Task objective: Each line that has the string "paths" must be copied from the records below.

Data supplied:

:::::

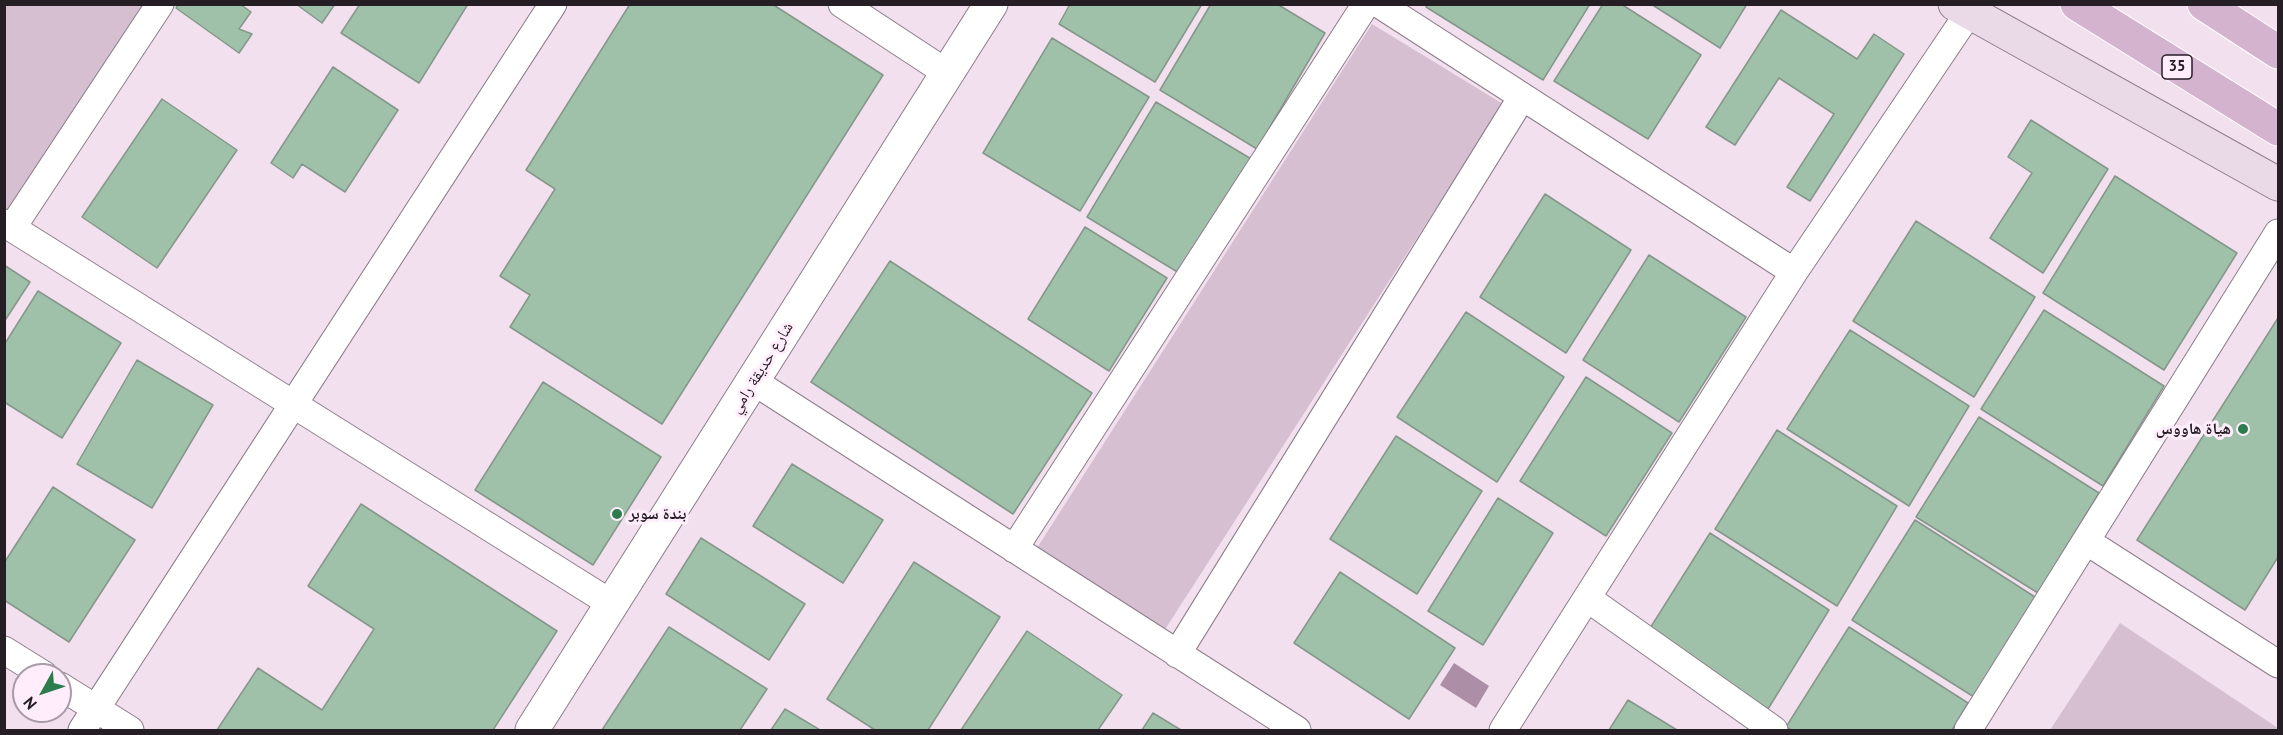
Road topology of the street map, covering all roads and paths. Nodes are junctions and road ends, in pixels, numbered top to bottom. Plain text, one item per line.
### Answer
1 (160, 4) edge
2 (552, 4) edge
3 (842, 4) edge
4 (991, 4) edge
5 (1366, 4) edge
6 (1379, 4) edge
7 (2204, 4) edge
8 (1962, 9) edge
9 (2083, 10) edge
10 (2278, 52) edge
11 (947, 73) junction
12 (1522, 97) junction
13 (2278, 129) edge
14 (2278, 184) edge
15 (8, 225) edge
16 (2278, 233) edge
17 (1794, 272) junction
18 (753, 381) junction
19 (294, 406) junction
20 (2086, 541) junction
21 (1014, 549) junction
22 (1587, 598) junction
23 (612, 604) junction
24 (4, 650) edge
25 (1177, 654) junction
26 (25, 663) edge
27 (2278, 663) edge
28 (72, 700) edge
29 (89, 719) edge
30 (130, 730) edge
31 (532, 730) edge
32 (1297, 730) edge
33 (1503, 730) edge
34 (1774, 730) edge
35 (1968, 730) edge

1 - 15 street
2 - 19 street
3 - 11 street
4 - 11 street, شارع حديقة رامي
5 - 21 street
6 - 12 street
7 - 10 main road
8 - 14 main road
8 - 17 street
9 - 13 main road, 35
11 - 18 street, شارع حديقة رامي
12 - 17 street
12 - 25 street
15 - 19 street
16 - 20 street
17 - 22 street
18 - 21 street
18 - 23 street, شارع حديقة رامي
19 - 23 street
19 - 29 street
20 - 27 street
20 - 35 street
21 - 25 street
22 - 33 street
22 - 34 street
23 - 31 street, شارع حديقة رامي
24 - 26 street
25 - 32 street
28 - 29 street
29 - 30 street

:::::

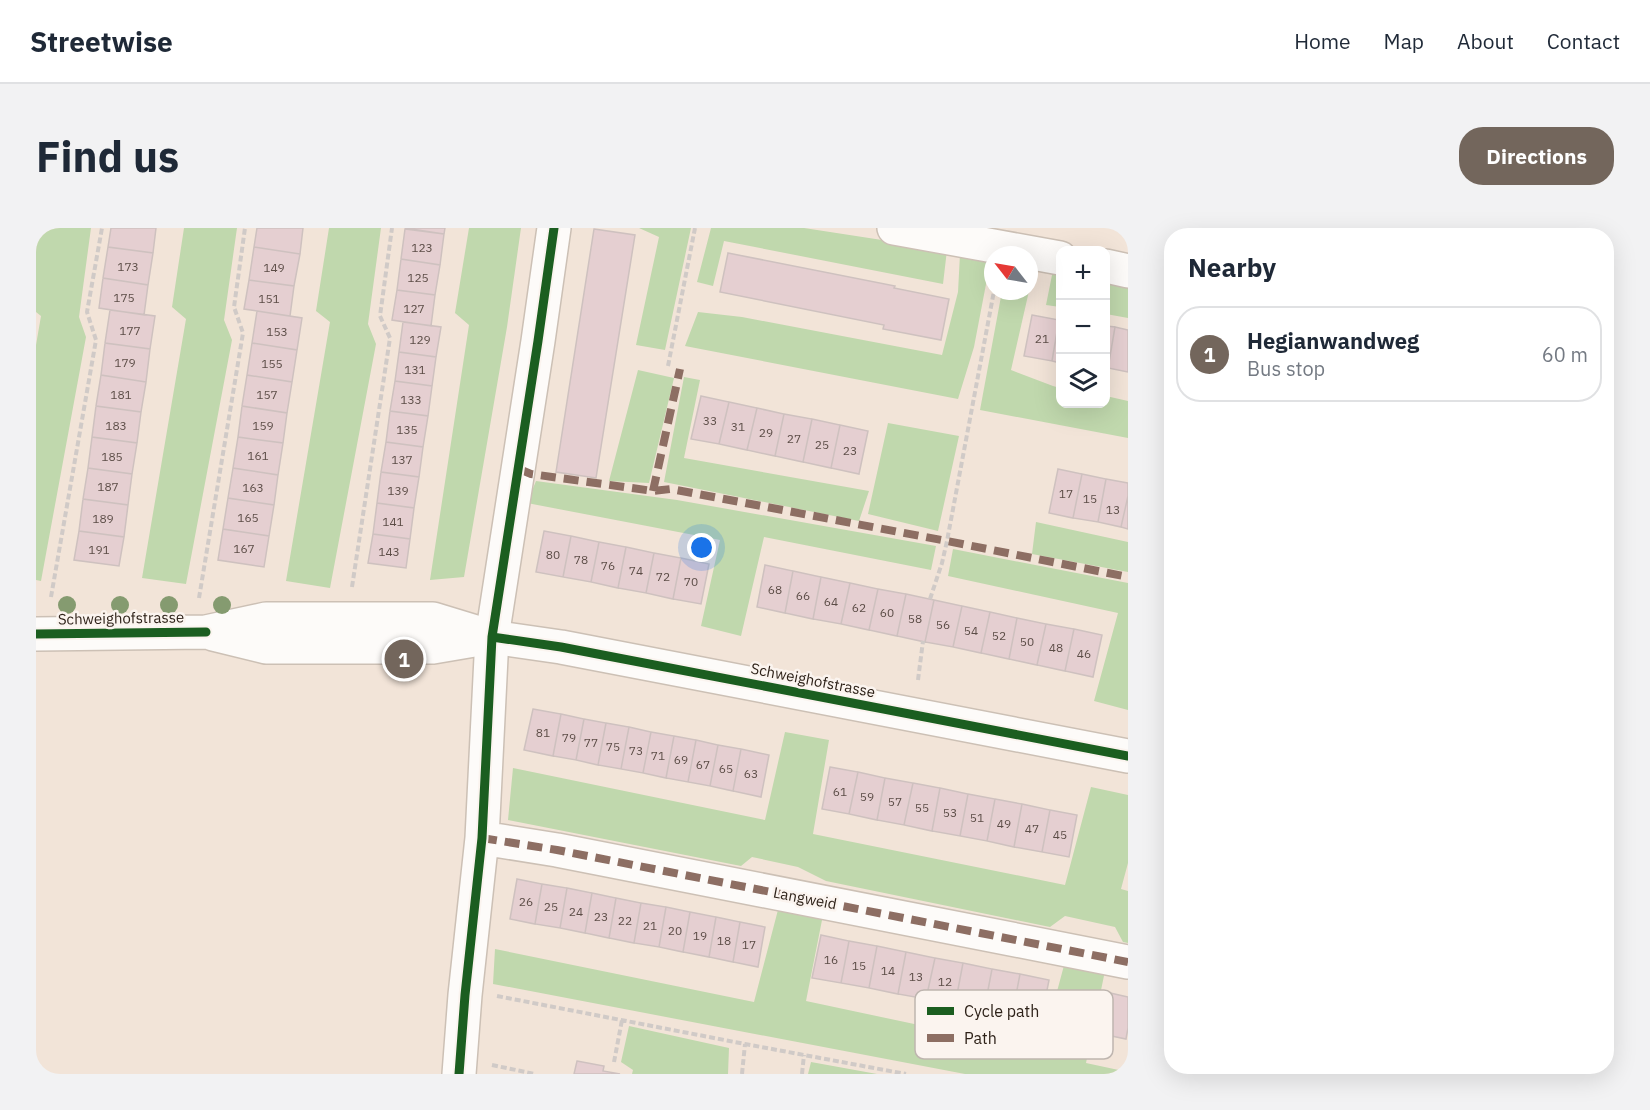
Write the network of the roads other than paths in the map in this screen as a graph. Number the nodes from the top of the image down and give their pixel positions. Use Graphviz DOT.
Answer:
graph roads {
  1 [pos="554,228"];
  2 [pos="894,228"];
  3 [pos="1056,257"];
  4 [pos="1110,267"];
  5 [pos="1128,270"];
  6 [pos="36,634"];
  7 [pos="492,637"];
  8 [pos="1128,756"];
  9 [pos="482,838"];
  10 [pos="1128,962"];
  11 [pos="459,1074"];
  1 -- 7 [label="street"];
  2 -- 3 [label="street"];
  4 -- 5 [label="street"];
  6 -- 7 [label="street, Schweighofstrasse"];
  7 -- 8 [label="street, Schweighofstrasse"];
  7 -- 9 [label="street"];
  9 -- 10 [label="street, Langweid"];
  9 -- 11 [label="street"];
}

:::::

Reply to the task:
Road topology of the street map, covering all roads and paths. Nodes are junctions and road ends, in pixels, numbered top to bottom. Plain text, one item per line.
Write the network of the roads other than paths in the map in this screen as a graph. Number the nodes from the top of the image down and give their pixel positions. Use Graphviz DOT.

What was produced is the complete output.